Pada kasus pembunuhan di Subang, salah satu tersangka, D, mengajukan dirinya menjadi JC setelah mengaku dan mengungkap tersangka lainnya. Dia bersama kuasa hukumnya meminta permohonan perlindungan pada LPSK sebagai Justice Collaborator. Pada rekontruksi kasus yang dilaksanakan pada 2 November 2023 di Subang, Tim LPSK yang dipimpin oleh Wakil Ketua LPSK Edwin Partogi, menyatakan bahwa pihaknya masih melakukan penelaahan untuk menentukan kelayakan D sebagai JC.

“Sejauh ini kami masih melakukan pendalaman, terus tadi kami juga mengikuti agenda rekontruksi untuk melihat sejauh mana konsistensi keterangan dari D, sejauh ini dari keterangan D sampai dengan rekontruksi tidak ada perbedaan.” ujar Edwin.

Ada proses mendalam dari penilaian dan penelaahan yang dilakukan LPSK menentukan kelayakan seseorang menjadi JC, apa saja itu?

Definisi Saksi Pelaku atau Justice Collaborator

Justice collaborator adalah sebutan bagi saksi pelaku atau pelaku kejahatan yang bekerja sama dengan aparat penegak hukum dalam mengungkap suatu tindak pidana tertentu. Namun, tidak semua pelaku yang kooperatif dapat disebut sebagai justice collaborator.

Seorang justice collaborator memiliki dua peran sekaligus, yakni sebagai tersangka sekaligus saksi yang harus memberikan keterangan dalam persidangan.

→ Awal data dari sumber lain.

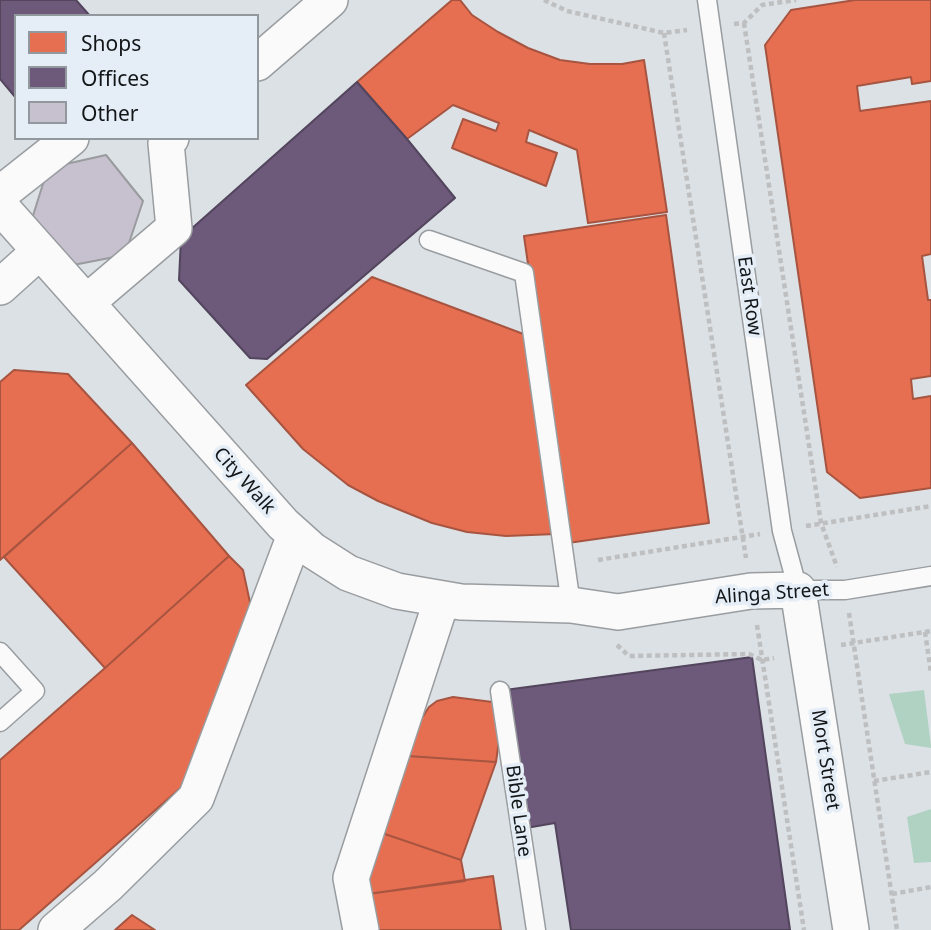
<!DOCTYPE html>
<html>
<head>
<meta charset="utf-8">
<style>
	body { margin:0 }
	#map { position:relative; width:931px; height:930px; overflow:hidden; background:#dce1e5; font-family:"Noto Sans",sans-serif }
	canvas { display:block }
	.legend { position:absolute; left:14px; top:14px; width:245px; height:126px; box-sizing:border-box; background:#e5eef6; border:2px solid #91989e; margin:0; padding:9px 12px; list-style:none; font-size:21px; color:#131619 }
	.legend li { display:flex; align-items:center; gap:14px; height:35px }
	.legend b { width:35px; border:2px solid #91989e }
</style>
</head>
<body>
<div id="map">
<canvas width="931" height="930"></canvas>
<ul class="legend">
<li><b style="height:19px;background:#e76f51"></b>Shops</li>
<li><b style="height:19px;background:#6d597a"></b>Offices</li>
<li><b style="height:19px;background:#c7c1cf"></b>Other</li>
</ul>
</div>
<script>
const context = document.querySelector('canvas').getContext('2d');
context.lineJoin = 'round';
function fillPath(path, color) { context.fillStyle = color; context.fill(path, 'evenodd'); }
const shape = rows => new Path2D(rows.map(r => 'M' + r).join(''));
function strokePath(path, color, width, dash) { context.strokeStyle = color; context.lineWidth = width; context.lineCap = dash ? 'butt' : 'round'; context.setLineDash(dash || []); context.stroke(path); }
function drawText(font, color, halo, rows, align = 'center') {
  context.font = font + ' "Noto Sans",sans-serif'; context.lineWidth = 7; context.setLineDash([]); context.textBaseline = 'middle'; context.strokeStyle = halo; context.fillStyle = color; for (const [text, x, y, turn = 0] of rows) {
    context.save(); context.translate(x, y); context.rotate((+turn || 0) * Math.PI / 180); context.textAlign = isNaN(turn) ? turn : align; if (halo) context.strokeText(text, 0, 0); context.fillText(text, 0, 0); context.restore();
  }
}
fillPath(shape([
	[924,690,931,746,931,748,905,744,889,694],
	[931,809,931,862,914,863,907,817]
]), '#b0d2c3');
const shops = shape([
	[452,0,460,0,472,15,498,32,528,48,560,60,590,64,622,64,644,60,667,212,588,223,577,150,529,130,526,142,557,153,546,186,452,148,463,119,496,131,499,123,453,105,407,139,357,82,452,0],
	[855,0,931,0,931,81,912,84,911,77,857,86,860,111,931,101,931,254,922,256,928,300,931,300,931,376,911,379,913,399,931,396,931,488,860,498,827,472,765,45,791,10,855,0],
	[666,215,709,523,568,543,524,236,666,215],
	[372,277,526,335,556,534,506,536,467,532,432,523,378,501,348,485,303,449,246,385,372,277],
	[14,370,68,374,132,443,0,560,0,382,14,370],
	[132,443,229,556,105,668,4,557,132,443],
	[229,556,243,570,251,607,185,784,19,930,0,930,0,760,105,668,229,556],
	[453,697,508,704,500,733,496,762,408,756,420,721,429,707,437,701,453,697],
	[408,756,496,762,461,860,382,833,408,756],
	[382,833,461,860,465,881,368,894,366,880,382,833],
	[493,876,501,930,375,930,368,894,493,876],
	[132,915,155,930,115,930,132,915]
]);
fillPath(shops, '#e76f51');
strokePath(shops, '#a75440', 2);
const offices = shape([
	[0,0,76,0,90,16,16,16,16,98,0,79,0,0],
	[357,82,407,139,455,198,267,359,250,358,179,280,181,238,357,82],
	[752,657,790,930,571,930,555,823,526,828,505,690,752,657]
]);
fillPath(offices, '#6d597a');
strokePath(offices, '#52455d', 2);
const building = shape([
	[106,155,143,201,125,255,68,266,31,222,48,168,106,155]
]);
fillPath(building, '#c7c1cf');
strokePath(building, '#999b9e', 2);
const lane = shape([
	[707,0,782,531,798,590,845,590,931,576],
	[429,240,524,273,571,605],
	[0,652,35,691,0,722],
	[500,691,536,930]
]);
const street = shape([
	[257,63,330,0],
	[0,194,71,138],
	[0,206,283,524,312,550,348,573,397,591,461,602,571,605,618,612,751,591,798,590,851,930],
	[0,287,40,251],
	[86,303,174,228,166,143,171,138],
	[56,930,108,885,196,798,295,535],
	[361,930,351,878,442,599]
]);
strokePath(lane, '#999da0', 21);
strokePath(street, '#999da0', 38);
strokePath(shape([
	[544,0,567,11,664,33,687,30],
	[744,23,821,523,837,567],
	[734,24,744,23,762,5,796,0],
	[664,33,746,558],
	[806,526,931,506],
	[598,560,760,534],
	[849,613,897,930],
	[757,625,804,930],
	[925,632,931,673],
	[617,645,629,656,749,654,762,660,774,658],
	[841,645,931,631],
	[874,781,931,772],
	[892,894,931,887]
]), '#bdbfc1', 4.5, [5, 3.5]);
strokePath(lane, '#fafafb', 18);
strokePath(street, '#fafafb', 35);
drawText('19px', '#131619', '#e5eef6', [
	["East Row",749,296,82],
	["City Walk",244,481,48],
	["Alinga Street",772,594,-4],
	["Mort Street",825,760,81],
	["Bible Lane",518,811,82]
]);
</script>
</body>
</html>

Sesuai dengan Undang-Undang No. 31 Tahun 2014 Pasal 28 Ayat (2), perlindungan LPSK terhadap Saksi Pelaku diberikan dengan syarat berikut:

a. Tindak pidana yang akan diungkap merupakan tindak pidana dalam kasus tertentu sesuai dengan keputusan LPSK sebagaimana dimaksud dalam Pasal 5 ayat (2);

b. Sifat pentingnya keterangan yang diberikan oleh Saksi Pelaku dalam mengungkap suatu tindak pidana;

c. Bukan sebagai pelaku utama dalam tindak pidana yang diungkapnya;

d. Kesediaan mengembalikan aset yang diperoleh dari tindak pidana yang dilakukan dalam pernyataan tertulis; dan

e. Adanya ancaman yang nyata atau kekhawatiran akan terjadinya ancaman, tekanan secara fisik atau psikis terhadap Saksi Pelalu atau Keluarganya jika tindak pidana tersebut diungkap menurut keadaan yang sebenarnya.

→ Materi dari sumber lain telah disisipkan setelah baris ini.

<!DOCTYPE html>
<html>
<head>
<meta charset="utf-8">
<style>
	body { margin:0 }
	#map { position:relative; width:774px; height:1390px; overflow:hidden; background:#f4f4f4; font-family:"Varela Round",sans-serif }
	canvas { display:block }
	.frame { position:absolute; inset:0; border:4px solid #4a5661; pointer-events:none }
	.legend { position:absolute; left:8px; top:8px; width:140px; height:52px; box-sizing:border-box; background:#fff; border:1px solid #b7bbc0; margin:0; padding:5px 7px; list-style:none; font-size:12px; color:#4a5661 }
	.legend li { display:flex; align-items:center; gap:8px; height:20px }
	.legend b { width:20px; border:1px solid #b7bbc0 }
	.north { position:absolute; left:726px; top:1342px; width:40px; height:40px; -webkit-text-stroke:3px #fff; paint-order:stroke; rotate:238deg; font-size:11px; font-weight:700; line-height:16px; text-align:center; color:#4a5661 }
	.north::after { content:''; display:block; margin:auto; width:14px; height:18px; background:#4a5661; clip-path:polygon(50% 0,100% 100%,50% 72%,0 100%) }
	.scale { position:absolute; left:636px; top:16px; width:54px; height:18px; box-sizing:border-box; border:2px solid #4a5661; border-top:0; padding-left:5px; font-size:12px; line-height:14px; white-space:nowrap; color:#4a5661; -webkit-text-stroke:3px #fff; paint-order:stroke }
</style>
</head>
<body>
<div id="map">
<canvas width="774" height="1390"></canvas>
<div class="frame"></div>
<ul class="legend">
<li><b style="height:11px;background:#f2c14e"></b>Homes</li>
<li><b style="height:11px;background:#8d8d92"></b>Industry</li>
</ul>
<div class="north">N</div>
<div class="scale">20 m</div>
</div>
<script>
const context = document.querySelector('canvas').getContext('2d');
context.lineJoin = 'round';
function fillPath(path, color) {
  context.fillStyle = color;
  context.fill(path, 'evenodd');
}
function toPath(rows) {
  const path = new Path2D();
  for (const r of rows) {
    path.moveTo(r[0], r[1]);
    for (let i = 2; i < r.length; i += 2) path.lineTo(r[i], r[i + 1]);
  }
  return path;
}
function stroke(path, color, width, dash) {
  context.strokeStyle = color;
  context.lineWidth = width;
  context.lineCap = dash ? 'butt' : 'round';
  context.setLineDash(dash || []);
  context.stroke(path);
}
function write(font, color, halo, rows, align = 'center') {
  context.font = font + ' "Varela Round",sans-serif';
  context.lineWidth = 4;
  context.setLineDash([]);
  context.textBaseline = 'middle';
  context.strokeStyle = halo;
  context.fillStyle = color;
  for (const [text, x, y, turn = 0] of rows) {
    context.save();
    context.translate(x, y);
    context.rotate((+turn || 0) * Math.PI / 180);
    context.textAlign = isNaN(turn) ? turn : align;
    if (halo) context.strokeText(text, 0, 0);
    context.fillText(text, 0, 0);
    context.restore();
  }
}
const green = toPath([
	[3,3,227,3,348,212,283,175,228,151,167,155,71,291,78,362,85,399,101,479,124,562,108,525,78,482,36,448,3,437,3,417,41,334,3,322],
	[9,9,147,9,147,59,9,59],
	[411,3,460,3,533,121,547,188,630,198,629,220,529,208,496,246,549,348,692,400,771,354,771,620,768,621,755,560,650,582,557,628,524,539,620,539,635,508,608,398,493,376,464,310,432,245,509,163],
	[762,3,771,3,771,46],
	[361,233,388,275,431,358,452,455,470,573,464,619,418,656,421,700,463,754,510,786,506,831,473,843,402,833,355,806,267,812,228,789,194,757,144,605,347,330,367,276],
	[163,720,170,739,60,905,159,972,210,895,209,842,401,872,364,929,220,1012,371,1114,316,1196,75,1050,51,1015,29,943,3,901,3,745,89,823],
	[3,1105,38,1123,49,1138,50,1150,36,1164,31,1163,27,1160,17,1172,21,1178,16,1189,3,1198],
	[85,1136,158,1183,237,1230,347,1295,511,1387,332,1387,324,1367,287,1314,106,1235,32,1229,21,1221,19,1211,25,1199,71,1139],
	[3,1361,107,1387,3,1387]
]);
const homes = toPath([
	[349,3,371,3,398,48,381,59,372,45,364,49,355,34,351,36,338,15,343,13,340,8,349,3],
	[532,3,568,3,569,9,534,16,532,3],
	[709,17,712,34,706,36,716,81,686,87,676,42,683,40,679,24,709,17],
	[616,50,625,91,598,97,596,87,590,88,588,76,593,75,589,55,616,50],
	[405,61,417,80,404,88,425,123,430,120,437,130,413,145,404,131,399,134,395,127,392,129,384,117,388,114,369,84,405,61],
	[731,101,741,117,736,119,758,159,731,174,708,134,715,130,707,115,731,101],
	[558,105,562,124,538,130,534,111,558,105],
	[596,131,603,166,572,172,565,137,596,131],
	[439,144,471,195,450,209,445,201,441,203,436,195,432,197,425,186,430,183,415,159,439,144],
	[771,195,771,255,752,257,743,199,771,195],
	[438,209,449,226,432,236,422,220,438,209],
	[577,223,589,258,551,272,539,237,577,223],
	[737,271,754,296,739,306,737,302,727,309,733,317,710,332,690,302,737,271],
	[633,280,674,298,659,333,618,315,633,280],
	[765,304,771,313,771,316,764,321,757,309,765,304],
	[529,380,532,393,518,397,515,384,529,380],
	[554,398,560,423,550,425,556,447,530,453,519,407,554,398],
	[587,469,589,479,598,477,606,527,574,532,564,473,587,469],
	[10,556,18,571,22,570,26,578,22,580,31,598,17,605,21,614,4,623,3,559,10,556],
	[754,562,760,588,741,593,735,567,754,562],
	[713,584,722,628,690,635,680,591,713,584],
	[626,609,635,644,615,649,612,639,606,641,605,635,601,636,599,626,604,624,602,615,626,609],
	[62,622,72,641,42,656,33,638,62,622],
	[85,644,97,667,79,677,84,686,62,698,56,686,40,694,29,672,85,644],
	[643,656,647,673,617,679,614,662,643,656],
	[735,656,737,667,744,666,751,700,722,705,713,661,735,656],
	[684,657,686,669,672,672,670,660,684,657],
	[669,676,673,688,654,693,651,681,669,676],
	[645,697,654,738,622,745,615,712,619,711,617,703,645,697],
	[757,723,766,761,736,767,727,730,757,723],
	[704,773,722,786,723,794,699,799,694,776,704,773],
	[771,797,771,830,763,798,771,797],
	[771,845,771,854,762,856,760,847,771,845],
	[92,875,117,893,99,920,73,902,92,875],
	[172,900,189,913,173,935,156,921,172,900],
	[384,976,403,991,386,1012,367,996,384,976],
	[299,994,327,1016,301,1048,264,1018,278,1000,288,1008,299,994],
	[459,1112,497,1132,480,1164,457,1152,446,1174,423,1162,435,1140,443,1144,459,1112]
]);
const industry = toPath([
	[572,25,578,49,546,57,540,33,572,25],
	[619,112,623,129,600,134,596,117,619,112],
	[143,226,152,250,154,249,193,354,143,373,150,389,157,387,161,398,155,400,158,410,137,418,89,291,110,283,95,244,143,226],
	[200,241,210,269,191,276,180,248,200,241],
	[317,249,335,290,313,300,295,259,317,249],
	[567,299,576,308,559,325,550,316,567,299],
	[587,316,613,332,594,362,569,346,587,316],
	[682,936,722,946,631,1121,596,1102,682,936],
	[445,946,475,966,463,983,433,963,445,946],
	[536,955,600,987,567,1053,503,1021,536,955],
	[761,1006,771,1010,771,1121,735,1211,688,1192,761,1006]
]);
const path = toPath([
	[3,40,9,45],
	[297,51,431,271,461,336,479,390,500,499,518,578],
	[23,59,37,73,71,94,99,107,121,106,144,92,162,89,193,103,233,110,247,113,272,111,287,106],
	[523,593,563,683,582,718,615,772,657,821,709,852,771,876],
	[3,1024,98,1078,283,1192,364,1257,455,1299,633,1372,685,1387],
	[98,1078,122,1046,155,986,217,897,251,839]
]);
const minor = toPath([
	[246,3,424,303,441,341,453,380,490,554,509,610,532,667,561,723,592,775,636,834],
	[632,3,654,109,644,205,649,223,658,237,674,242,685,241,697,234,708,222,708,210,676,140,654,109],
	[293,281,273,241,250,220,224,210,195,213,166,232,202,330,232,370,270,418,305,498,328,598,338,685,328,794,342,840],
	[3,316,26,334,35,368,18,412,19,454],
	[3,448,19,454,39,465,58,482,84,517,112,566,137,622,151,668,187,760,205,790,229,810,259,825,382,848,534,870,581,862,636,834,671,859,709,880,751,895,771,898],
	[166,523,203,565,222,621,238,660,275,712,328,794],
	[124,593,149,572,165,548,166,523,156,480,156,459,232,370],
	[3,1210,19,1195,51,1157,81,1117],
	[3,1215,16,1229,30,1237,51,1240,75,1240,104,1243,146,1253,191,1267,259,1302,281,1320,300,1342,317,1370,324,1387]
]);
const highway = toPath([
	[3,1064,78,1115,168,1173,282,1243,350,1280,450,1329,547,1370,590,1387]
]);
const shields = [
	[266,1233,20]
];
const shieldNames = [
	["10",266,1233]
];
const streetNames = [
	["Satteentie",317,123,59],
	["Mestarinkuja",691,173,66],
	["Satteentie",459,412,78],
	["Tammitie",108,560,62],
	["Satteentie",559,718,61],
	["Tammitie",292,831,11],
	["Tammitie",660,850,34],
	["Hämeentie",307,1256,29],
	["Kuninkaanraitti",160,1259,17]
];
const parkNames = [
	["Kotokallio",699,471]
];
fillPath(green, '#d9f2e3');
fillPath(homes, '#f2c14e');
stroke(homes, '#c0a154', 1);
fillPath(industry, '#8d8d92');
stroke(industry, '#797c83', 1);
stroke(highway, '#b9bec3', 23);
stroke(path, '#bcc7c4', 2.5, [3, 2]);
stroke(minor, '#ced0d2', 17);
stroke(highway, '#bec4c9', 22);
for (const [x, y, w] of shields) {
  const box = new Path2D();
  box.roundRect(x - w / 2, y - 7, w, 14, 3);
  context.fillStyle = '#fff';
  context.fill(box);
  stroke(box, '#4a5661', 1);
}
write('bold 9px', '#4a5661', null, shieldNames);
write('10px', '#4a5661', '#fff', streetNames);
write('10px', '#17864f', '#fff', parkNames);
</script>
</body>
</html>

Adapun Hak-Hak Justice Collaborator untuk mendapat sejumlah perlakuan khusus, antara lain:

  1. Tidak dapat dituntut secara hukum atas kesaksiannya (Pasal 10 ayat (1) UU 31/2004).
  2. Tuntutan hukum terhadapnya wajib ditunda hingga memperoleh kekuatan hukum tetap (Pasal 10 ayat (2) UU 31/2004).
  3. Pemisahan penahanan, pemberkasan, kesaksian, serta dapat meraih penghargaan JC berupa keringanan tuntutan pidana berdasarkan rekomendasi LPSK, bila rekomendasi ini diterima oleh hakim, maka hakim akan menjatuhkan pidana ringan.
  4. Memberikan kesaksian di depan persidangan tanpa menunjukkan wajahnya atau tanpa menunjukkan identitasnya

Pada 2021, LPSK telah memberikan perlindungan terhadap saksi pelaku sebanyak 9 orang terlindung, dan di 2022, sebanyak 12 orang terlindung. Penelaahan dilakukan secara ketat dan selektif, sehingga tidak semua pelaku dapat berstatus JC. Tahun 2021 dan 2022, saksi pelaku yang menjadi terlindung LPSK adalah dari tindak pidana korupsi, pembunuhan, terorisme, dan narkotika.